■ Supplied records ■
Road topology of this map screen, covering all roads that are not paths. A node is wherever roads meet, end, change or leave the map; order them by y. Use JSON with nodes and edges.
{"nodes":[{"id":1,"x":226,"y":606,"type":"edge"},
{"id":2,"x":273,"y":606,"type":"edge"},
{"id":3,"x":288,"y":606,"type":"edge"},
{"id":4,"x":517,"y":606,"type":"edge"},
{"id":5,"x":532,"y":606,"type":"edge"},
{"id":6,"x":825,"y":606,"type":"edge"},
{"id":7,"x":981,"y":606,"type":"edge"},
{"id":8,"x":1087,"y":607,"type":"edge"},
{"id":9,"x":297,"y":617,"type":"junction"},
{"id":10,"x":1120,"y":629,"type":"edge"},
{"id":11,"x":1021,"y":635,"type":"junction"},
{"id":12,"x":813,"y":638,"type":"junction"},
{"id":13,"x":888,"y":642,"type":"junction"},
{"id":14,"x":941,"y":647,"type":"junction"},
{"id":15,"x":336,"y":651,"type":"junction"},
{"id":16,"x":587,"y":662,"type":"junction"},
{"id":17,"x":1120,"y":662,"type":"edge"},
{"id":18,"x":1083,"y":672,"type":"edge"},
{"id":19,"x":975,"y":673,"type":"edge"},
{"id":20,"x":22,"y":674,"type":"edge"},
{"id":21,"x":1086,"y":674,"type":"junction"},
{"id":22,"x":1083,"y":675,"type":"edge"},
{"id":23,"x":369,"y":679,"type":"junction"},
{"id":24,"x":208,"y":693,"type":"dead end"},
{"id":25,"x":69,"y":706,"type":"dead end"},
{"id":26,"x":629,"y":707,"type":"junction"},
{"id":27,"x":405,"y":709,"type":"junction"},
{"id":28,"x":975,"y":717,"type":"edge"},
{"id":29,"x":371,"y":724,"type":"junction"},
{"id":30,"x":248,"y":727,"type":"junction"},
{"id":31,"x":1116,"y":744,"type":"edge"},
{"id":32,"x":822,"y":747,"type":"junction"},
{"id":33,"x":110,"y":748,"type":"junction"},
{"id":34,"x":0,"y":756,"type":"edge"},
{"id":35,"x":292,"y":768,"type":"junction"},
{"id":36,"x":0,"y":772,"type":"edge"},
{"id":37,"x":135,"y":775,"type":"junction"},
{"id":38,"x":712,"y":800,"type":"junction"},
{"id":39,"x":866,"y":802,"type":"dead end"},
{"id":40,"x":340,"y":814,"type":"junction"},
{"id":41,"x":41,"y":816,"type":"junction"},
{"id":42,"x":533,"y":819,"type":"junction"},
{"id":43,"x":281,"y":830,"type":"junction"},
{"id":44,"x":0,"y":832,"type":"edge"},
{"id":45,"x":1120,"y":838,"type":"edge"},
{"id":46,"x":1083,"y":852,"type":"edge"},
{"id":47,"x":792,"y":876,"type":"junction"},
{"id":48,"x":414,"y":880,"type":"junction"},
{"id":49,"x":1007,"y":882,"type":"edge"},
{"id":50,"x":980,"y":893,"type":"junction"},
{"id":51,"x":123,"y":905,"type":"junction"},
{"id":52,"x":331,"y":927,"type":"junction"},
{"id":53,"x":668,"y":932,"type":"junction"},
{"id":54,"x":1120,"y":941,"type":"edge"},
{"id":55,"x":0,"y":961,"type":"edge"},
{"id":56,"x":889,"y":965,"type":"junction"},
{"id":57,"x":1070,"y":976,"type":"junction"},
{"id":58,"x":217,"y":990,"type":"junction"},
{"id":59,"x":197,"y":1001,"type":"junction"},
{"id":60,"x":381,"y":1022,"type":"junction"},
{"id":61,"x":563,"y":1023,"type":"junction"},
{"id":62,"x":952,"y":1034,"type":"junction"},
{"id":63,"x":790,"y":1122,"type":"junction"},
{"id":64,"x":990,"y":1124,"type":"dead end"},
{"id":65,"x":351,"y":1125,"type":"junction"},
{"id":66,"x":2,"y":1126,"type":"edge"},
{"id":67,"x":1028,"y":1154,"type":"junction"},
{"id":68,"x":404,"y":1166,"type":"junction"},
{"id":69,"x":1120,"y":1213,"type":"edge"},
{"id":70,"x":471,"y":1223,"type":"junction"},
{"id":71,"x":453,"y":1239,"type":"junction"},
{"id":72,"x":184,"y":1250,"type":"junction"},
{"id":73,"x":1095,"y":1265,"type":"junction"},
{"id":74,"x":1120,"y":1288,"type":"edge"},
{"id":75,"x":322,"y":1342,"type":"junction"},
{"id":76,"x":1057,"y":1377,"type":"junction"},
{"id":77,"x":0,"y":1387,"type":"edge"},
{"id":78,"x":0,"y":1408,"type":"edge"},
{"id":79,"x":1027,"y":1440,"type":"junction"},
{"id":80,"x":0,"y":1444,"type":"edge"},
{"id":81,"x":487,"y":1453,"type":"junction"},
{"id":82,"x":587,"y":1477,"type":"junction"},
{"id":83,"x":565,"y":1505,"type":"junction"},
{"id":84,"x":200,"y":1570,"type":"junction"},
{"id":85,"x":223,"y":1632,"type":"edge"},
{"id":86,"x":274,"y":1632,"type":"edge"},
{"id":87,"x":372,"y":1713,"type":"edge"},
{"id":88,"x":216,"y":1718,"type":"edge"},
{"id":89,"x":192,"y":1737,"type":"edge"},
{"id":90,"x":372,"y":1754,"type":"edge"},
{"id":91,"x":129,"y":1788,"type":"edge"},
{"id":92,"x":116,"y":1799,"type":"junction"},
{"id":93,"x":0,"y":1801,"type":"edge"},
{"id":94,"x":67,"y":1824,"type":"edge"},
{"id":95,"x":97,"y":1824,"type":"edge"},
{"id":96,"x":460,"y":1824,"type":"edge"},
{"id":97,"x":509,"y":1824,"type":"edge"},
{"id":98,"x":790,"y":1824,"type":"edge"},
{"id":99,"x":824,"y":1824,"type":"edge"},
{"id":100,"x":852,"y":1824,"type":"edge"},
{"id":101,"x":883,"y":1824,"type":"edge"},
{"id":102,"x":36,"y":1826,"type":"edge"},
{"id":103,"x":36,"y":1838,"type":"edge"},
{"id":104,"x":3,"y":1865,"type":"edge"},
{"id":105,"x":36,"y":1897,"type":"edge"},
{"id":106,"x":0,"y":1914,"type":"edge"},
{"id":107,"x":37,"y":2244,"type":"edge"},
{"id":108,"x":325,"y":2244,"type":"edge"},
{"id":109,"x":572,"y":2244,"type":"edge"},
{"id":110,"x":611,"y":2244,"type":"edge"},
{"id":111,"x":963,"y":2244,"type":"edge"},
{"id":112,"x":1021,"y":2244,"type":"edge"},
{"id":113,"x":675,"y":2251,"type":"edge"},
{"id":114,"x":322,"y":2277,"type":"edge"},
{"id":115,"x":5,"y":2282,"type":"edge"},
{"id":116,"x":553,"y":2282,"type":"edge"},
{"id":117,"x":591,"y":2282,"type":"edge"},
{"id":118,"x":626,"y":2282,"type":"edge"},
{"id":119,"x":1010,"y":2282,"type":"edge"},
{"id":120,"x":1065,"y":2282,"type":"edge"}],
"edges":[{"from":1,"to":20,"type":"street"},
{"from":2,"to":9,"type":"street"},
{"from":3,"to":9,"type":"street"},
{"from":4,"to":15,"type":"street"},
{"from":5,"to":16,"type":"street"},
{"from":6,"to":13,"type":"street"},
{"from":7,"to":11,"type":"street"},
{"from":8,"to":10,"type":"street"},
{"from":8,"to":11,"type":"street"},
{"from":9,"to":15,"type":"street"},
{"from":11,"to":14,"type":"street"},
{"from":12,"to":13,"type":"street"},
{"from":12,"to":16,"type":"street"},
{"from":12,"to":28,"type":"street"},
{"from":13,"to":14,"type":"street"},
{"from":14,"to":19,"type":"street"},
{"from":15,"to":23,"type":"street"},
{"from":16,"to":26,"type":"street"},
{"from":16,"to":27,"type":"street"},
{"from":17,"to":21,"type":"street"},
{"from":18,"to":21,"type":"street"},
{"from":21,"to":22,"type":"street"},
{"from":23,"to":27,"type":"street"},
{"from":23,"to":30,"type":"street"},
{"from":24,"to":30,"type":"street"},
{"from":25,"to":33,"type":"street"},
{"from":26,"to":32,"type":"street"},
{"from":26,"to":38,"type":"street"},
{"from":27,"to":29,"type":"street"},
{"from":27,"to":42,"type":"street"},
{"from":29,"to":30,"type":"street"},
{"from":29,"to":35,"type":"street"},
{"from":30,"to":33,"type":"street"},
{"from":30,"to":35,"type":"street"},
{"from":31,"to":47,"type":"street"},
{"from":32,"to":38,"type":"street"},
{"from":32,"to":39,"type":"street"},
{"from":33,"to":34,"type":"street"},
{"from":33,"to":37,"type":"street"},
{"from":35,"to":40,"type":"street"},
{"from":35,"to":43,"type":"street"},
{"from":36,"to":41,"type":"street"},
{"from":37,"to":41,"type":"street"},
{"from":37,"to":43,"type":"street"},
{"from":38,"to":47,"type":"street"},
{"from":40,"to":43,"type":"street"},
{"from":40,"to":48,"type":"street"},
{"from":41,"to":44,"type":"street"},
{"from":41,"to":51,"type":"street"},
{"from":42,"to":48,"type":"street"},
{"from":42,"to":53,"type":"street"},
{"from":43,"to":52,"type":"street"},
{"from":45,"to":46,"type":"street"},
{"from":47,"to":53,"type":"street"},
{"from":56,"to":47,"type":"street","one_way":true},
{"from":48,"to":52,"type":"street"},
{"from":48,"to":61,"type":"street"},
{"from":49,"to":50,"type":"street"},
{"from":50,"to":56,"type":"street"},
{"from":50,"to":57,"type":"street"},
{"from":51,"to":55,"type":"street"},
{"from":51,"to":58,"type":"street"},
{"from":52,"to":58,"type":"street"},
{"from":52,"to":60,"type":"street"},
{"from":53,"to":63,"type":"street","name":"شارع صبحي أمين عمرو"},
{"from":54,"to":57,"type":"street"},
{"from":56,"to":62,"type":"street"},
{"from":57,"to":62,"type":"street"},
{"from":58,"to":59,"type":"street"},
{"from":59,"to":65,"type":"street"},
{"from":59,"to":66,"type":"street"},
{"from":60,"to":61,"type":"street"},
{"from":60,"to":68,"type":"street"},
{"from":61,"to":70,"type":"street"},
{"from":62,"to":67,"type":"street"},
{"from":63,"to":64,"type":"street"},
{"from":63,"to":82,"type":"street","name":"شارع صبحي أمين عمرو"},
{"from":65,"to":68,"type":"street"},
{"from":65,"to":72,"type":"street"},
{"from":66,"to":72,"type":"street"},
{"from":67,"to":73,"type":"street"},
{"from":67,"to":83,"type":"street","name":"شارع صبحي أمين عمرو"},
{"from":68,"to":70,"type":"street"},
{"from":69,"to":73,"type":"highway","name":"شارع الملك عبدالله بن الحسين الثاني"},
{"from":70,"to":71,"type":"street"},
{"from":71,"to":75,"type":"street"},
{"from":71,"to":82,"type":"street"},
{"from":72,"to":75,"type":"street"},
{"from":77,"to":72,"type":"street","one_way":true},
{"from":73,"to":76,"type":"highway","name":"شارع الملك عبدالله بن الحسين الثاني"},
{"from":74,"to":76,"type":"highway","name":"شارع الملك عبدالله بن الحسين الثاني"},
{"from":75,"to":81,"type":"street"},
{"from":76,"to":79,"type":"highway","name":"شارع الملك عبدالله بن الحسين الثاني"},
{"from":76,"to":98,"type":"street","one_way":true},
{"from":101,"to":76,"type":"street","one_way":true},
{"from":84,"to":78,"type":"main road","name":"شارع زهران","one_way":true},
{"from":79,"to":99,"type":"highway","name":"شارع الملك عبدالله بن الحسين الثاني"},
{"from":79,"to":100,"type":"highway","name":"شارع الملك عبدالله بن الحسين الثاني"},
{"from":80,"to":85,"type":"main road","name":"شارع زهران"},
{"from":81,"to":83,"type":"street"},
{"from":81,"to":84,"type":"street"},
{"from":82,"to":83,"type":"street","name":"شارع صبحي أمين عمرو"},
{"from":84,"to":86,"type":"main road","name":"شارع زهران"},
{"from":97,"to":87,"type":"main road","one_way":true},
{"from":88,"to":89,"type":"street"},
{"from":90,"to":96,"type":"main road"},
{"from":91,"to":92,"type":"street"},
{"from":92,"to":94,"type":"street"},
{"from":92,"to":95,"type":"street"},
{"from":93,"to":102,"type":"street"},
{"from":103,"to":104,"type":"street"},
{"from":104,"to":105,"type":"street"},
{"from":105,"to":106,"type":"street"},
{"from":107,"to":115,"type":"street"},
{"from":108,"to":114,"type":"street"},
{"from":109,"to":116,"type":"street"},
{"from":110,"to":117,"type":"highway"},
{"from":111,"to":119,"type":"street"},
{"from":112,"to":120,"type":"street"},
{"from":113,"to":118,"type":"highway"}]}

■ Aim of the task ■
Copy from the entries only those lines that hold the word "edges".

■ Result ■
Road topology of this map screen, covering all roads that are not paths. A node is wherever roads meet, end, change or leave the map; order them by y. Use JSON with nodes and edges.
"edges":[{"from":1,"to":20,"type":"street"},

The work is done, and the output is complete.